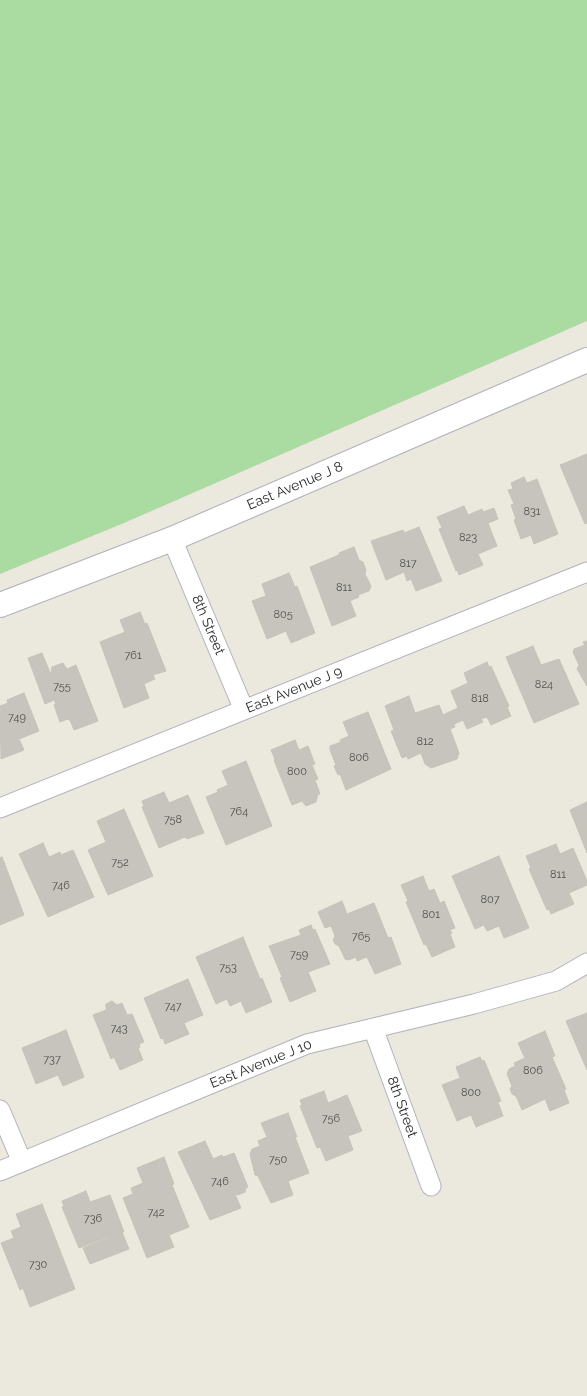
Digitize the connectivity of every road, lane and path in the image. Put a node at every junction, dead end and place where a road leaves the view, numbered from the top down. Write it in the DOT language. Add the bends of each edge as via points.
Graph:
graph roads {
  1 [pos="587,360"];
  2 [pos="172,539"];
  3 [pos="587,572"];
  4 [pos="0,605"];
  5 [pos="244,710"];
  6 [pos="0,808"];
  7 [pos="587,963"];
  8 [pos="373,1028"];
  9 [pos="0,1110"];
  10 [pos="22,1162"];
  11 [pos="0,1171"];
  12 [pos="431,1186"];
  1 -- 2 [label="street, East Avenue J 8"];
  2 -- 4 [label="street, East Avenue J 8"];
  2 -- 5 [label="street, 8th Street"];
  3 -- 5 [label="street, East Avenue J 9"];
  5 -- 6 [label="street, East Avenue J 9"];
  7 -- 8 [label="street, East Avenue J 10" via="556,981"];
  8 -- 10 [label="street, East Avenue J 10" via="307,1044"];
  8 -- 12 [label="street, 8th Street"];
  9 -- 10 [label="street"];
  10 -- 11 [label="street, East Avenue J 10"];
}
┄┄┄┄┄┄
Exercise objective:
Any picture in the material is to be left out, and everything else is to be retyped as is.

Result:
Digitize the connectivity of every road, lane and path in the image. Put a node at every junction, dead end and place where a road leaves the view, numbered from the top down. Write it in the DOT language. Add the bends of each edge as via points.
Graph:
graph roads {
  1 [pos="587,360"];
  2 [pos="172,539"];
  3 [pos="587,572"];
  4 [pos="0,605"];
  5 [pos="244,710"];
  6 [pos="0,808"];
  7 [pos="587,963"];
  8 [pos="373,1028"];
  9 [pos="0,1110"];
  10 [pos="22,1162"];
  11 [pos="0,1171"];
  12 [pos="431,1186"];
  1 -- 2 [label="street, East Avenue J 8"];
  2 -- 4 [label="street, East Avenue J 8"];
  2 -- 5 [label="street, 8th Street"];
  3 -- 5 [label="street, East Avenue J 9"];
  5 -- 6 [label="street, East Avenue J 9"];
  7 -- 8 [label="street, East Avenue J 10" via="556,981"];
  8 -- 10 [label="street, East Avenue J 10" via="307,1044"];
  8 -- 12 [label="street, 8th Street"];
  9 -- 10 [label="street"];
  10 -- 11 [label="street, East Avenue J 10"];
}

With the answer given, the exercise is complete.